→ What you have to do
Below, some lines carry pictures; leave those pictures out and retype exactly the lines from the one with "index dip: (1362, 678)" through the one with "ring tip: (559, 97)".

→ Data for the task
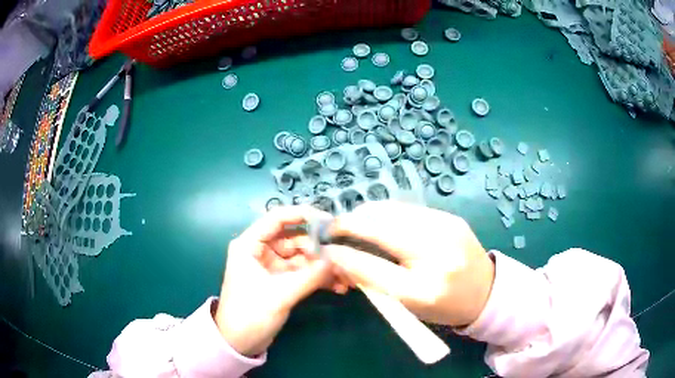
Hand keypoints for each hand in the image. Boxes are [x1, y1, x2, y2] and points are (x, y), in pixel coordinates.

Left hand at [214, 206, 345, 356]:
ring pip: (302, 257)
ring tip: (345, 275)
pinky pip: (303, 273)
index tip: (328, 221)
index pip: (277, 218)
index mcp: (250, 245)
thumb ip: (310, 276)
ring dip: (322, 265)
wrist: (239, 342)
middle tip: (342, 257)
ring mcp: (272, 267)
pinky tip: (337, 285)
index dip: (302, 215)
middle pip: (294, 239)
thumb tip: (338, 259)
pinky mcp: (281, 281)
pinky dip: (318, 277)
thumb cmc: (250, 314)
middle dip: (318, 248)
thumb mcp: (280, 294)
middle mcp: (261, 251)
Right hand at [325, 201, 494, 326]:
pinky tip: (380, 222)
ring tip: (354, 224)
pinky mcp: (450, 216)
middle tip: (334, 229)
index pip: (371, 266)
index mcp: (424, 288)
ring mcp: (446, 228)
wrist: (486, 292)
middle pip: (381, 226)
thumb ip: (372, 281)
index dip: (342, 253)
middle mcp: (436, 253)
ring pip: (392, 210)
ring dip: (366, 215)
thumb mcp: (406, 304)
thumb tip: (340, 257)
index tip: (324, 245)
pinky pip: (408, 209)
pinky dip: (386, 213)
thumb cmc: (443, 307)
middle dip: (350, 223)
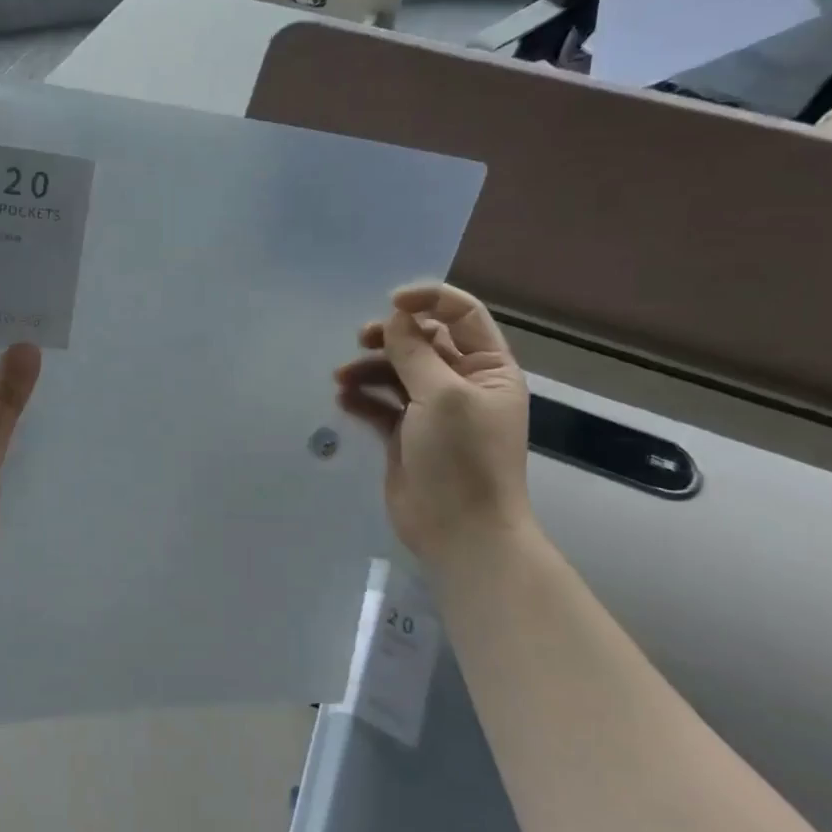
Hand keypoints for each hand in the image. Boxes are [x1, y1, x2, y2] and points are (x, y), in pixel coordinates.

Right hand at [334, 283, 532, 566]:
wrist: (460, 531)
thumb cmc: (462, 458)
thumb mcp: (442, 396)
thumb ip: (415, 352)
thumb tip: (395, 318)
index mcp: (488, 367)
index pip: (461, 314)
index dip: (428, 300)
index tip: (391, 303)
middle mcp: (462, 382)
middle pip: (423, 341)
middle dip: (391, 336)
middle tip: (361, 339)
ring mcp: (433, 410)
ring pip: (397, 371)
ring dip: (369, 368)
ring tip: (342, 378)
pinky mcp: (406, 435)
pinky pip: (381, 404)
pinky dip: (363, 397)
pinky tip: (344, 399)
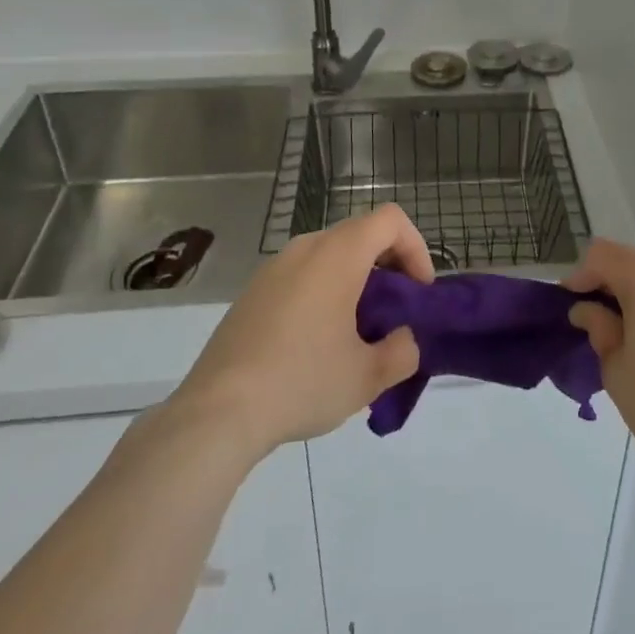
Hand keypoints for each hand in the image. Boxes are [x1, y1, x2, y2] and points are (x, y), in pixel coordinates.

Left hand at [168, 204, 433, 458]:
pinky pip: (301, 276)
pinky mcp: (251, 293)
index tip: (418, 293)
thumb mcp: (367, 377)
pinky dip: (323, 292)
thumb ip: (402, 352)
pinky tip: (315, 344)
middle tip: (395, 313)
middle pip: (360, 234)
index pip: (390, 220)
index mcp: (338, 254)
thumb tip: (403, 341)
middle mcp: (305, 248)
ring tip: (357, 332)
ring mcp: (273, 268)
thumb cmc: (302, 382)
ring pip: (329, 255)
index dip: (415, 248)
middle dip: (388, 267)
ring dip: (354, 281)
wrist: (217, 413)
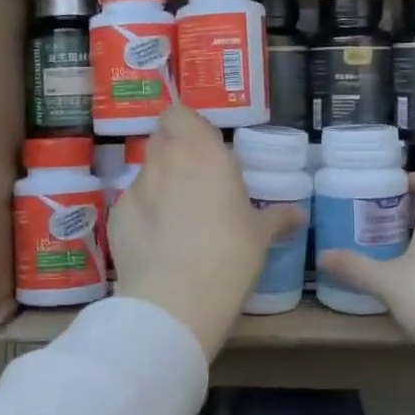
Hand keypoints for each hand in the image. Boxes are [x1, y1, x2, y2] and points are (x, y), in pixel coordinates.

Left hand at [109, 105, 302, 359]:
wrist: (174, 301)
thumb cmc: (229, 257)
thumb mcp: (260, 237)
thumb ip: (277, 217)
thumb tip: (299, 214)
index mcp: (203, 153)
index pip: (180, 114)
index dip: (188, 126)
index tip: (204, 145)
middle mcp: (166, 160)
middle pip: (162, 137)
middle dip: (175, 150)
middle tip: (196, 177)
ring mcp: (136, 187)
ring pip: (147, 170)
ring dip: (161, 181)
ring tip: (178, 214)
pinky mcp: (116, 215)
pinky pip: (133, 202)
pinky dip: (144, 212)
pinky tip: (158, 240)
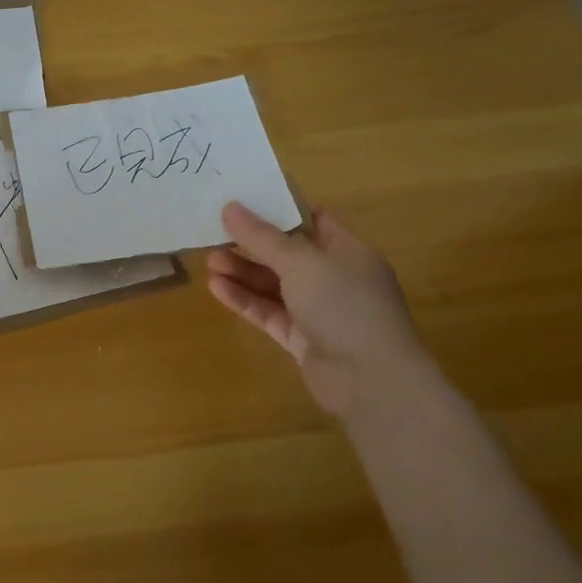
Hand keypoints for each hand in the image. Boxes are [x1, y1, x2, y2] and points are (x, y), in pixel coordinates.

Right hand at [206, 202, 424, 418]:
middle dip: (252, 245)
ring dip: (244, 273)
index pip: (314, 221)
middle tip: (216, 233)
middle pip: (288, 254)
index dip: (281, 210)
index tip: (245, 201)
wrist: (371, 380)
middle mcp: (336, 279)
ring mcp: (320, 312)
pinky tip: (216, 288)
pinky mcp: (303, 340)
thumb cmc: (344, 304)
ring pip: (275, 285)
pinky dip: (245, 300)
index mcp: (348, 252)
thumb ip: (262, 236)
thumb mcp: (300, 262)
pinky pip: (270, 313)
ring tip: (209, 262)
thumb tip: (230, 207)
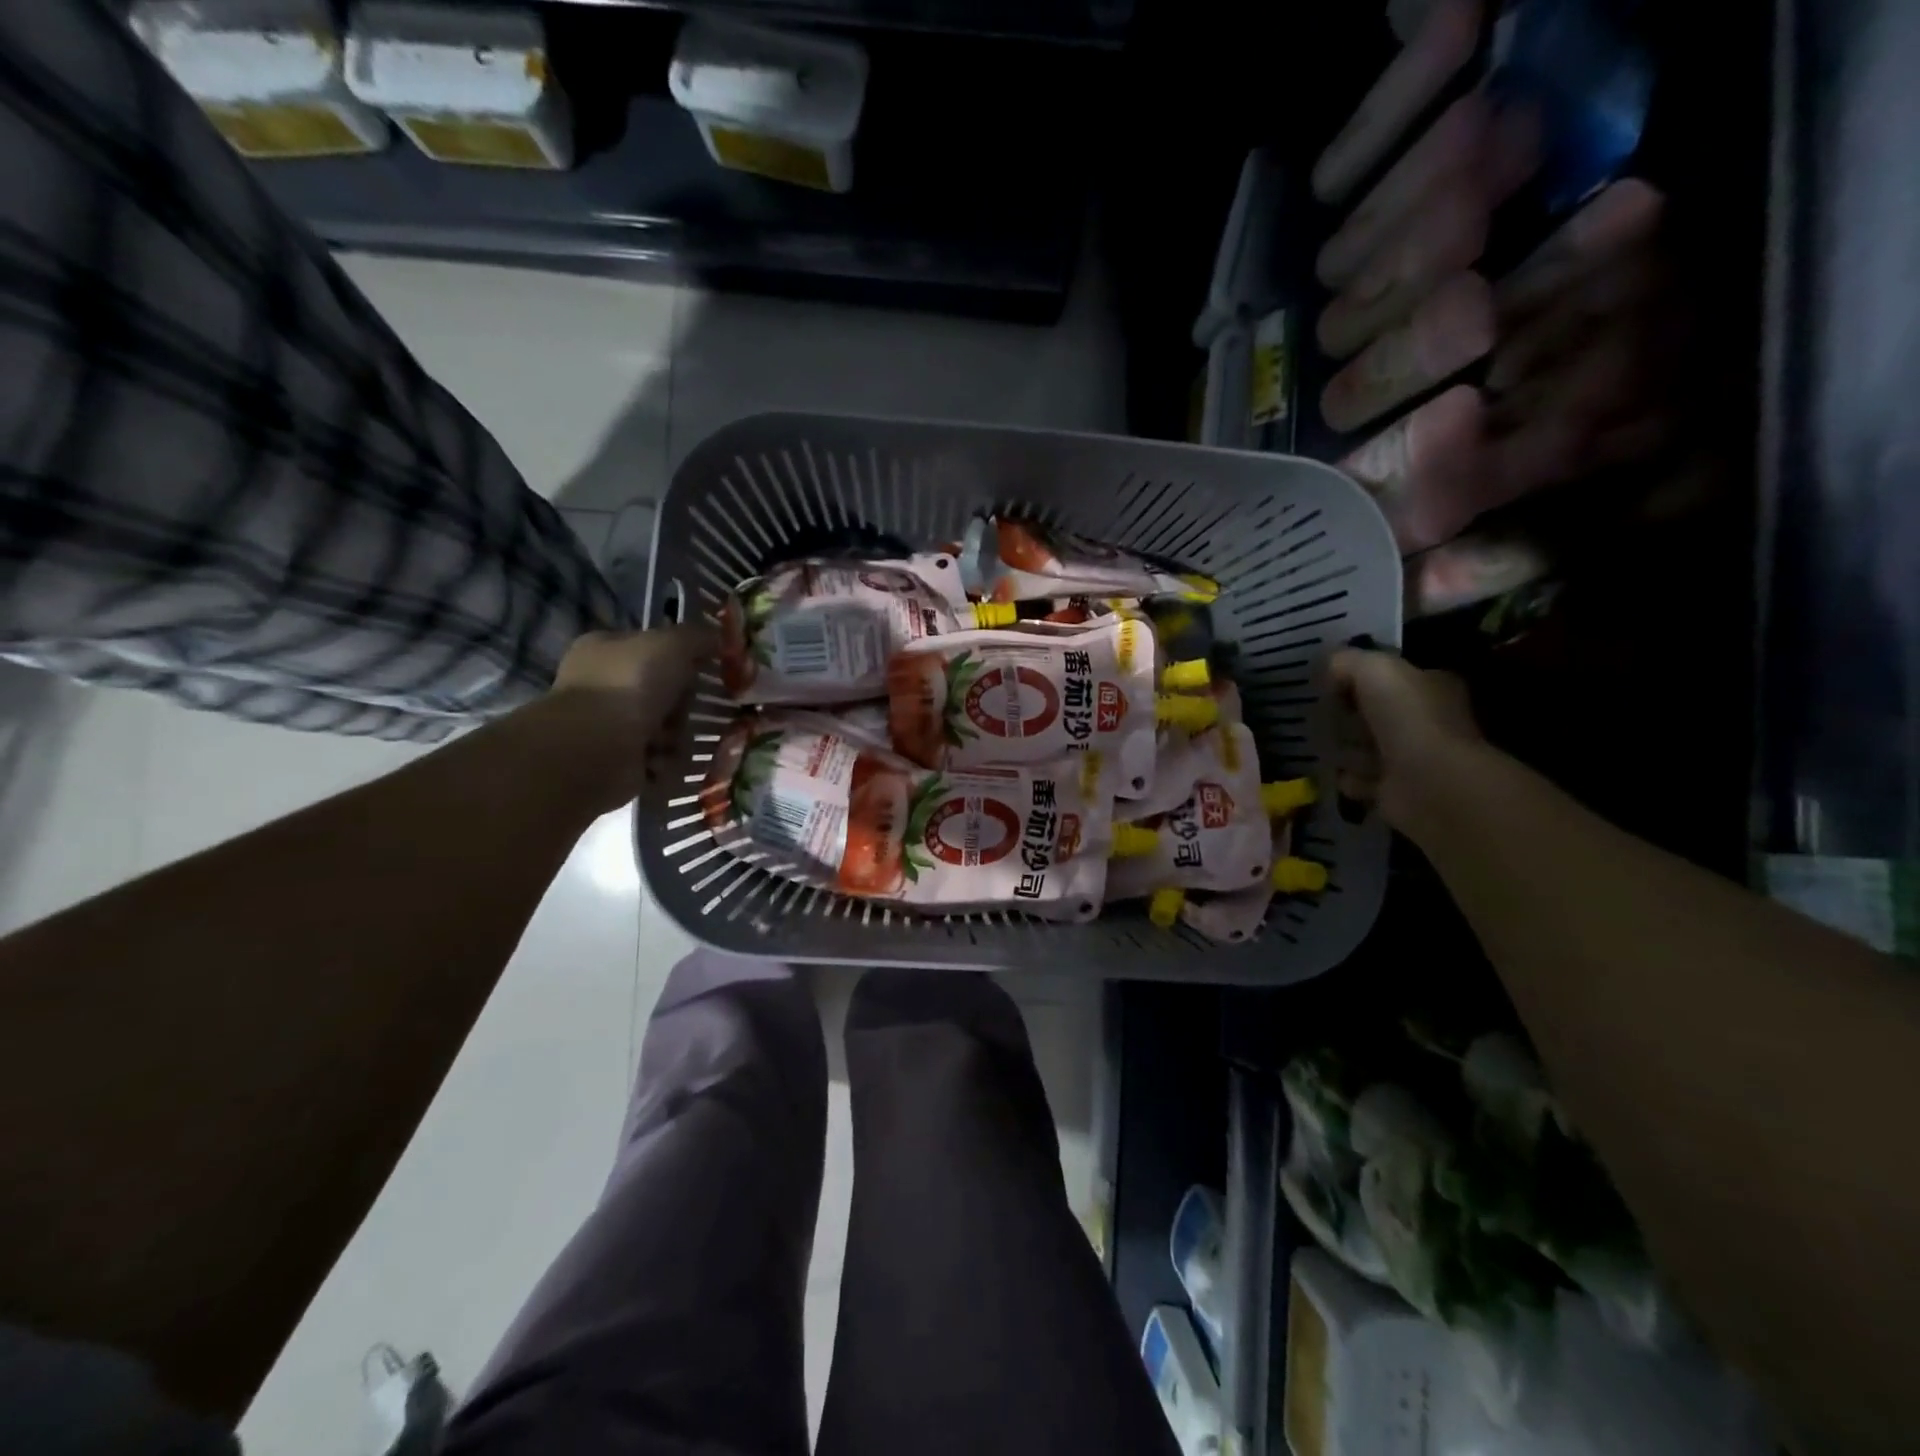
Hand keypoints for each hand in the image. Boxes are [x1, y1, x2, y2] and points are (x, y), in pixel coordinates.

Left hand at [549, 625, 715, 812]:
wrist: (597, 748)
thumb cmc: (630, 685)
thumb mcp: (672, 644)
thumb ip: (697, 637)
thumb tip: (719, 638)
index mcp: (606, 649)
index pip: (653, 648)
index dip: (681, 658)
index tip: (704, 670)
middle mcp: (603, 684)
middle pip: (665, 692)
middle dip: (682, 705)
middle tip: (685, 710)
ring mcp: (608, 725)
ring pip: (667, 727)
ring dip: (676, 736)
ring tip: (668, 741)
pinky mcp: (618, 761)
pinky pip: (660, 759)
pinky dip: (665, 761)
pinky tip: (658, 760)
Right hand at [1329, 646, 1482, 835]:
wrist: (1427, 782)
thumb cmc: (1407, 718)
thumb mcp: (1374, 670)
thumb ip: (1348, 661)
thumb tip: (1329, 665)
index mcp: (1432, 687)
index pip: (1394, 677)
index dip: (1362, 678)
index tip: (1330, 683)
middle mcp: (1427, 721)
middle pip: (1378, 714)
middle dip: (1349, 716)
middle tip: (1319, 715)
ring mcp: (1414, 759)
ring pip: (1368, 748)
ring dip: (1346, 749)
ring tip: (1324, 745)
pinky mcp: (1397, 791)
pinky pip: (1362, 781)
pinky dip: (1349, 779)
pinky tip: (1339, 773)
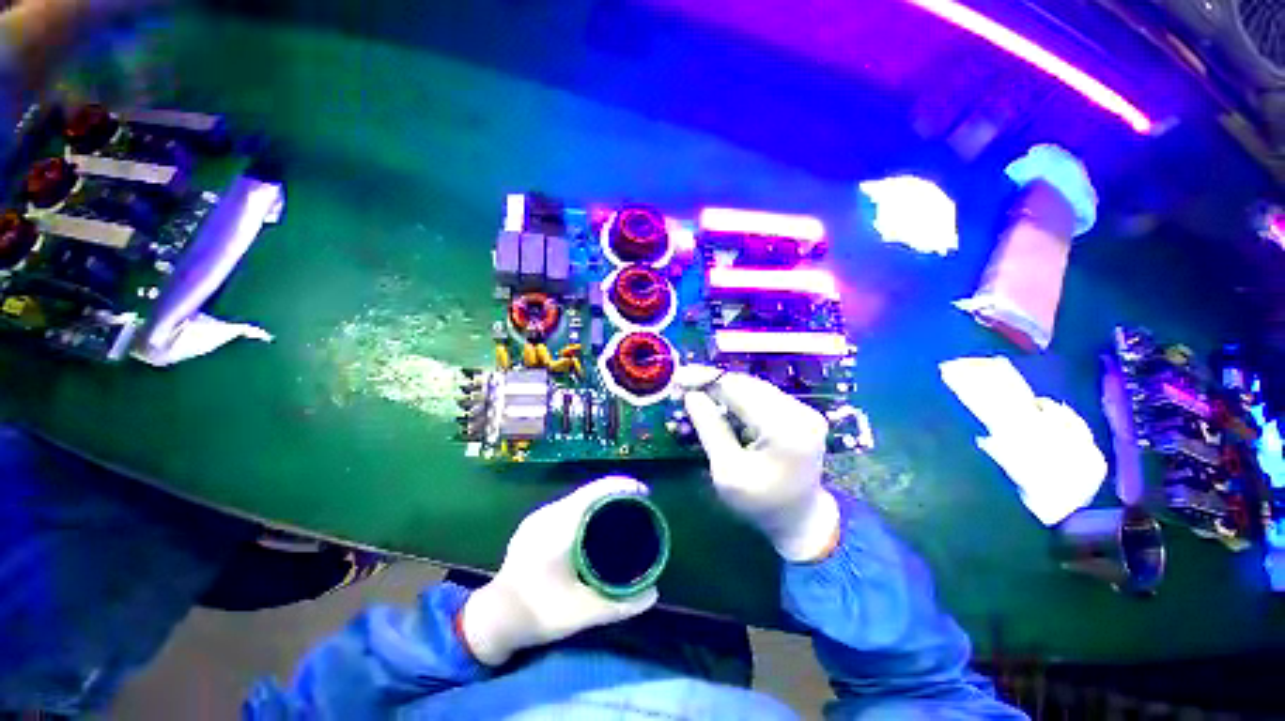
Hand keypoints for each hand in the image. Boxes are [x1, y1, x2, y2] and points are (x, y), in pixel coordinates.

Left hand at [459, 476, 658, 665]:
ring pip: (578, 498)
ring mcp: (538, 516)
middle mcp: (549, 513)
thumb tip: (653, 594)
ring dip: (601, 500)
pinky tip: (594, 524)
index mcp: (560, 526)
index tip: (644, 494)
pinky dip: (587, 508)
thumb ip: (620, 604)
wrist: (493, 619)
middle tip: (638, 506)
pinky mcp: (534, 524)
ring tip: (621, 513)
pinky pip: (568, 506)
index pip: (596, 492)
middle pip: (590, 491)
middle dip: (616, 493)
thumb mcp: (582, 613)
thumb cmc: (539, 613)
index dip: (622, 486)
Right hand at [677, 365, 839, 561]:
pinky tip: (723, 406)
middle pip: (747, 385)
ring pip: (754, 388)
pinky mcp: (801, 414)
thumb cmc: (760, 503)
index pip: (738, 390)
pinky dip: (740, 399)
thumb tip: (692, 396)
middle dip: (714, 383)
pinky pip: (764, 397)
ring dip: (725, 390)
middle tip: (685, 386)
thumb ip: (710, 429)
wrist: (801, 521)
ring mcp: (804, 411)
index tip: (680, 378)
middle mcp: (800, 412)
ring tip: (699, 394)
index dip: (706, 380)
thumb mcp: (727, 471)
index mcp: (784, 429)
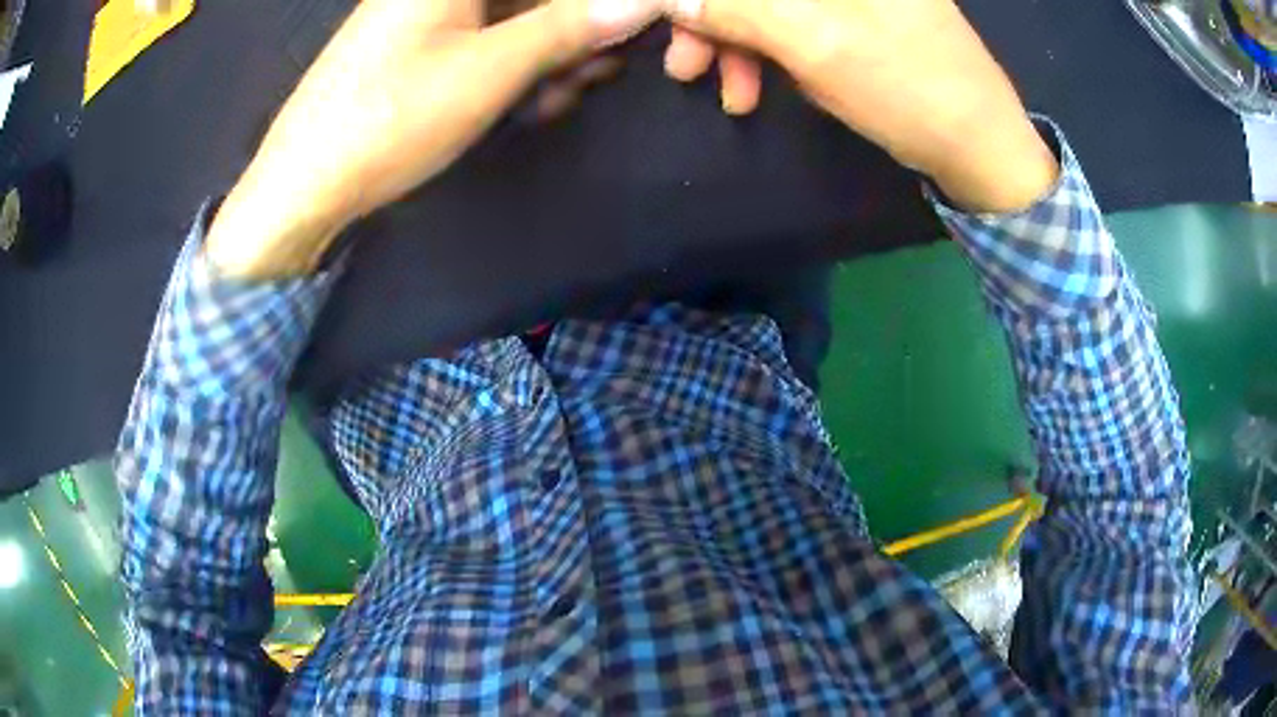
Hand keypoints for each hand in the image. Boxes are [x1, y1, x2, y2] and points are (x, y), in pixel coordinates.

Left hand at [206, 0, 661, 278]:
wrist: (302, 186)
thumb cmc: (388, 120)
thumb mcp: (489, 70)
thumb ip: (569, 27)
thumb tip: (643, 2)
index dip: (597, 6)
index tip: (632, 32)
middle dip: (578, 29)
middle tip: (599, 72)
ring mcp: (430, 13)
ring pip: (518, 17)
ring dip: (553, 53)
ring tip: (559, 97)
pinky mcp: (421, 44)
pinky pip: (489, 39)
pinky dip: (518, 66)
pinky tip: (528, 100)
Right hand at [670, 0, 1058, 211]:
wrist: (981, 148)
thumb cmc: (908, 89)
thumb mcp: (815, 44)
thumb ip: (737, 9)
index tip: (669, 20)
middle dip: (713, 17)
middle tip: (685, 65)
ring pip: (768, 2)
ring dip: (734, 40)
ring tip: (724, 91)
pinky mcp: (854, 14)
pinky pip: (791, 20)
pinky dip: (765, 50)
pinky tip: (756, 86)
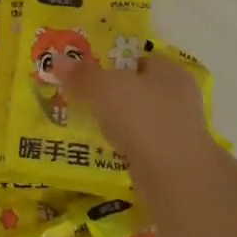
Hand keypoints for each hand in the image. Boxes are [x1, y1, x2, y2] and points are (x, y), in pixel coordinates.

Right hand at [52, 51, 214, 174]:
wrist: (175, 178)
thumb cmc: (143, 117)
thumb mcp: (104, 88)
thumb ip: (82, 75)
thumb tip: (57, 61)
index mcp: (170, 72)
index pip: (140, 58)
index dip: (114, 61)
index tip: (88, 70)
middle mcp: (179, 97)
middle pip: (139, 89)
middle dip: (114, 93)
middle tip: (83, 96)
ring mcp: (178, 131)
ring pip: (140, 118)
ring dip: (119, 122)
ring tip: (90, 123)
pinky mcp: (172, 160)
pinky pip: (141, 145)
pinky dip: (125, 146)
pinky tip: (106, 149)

→ Output for this exercise
index dip: (1362, 678)
index tip: (1330, 683)
middle mcp: (1427, 721)
middle pip: (1378, 714)
middle dip: (1349, 716)
middle tip: (1319, 715)
ring mcp: (1414, 759)
ring pip: (1368, 748)
ring dip: (1346, 749)
ring tip: (1324, 745)
pinky mcp: (1397, 791)
pinky pip: (1362, 781)
pinky dip: (1349, 779)
pinky tip: (1339, 773)
Hand keypoints for each hand in the image. Boxes are [x1, y1, x2, y2] and points are (x, y), in pixel coordinates.

Left hand at [459, 476, 658, 665]:
ring pip: (578, 498)
ring mcp: (538, 516)
middle mcp: (549, 513)
thumb tip: (653, 594)
ring dip: (601, 500)
pinky tip: (594, 524)
index mcp: (560, 526)
index tip: (644, 494)
pinky dip: (587, 508)
thumb ip: (620, 604)
wrist: (493, 619)
middle tip: (638, 506)
pinky mcp: (534, 524)
ring tip: (621, 513)
pinky pip: (568, 506)
index pip: (596, 492)
middle pip: (590, 491)
middle dip: (616, 493)
thumb mcp: (582, 613)
thumb cmc: (539, 613)
index dip: (622, 486)
Right hand at [677, 365, 839, 561]:
pinky tip: (723, 406)
middle pip: (747, 385)
ring pip: (754, 388)
pinky mcp: (801, 414)
thumb cmc: (760, 503)
index pip: (738, 390)
pinky dip: (740, 399)
thumb tip: (692, 396)
middle dip: (714, 383)
pinky pip: (764, 397)
ring dip: (725, 390)
middle tip: (685, 386)
thumb ip: (710, 429)
wrist: (801, 521)
ring mcp: (804, 411)
index tip: (680, 378)
middle mcp: (800, 412)
ring tip: (699, 394)
index dip: (706, 380)
thumb mcp: (727, 471)
index mcp: (784, 429)
Hand keypoints for each hand in the image. Boxes are [x1, y1, x2, y2] and points are (x, y), in pixel coordinates.

Left hand at [206, 0, 661, 278]:
wrist: (302, 186)
thumb cmc: (388, 120)
thumb mcp: (489, 70)
thumb ip: (569, 27)
thumb tip: (643, 2)
index dip: (597, 6)
index tip: (632, 32)
middle dip: (578, 29)
middle tip: (599, 72)
ring mcp: (430, 13)
ring pip: (518, 17)
ring dip: (553, 53)
ring tip: (559, 97)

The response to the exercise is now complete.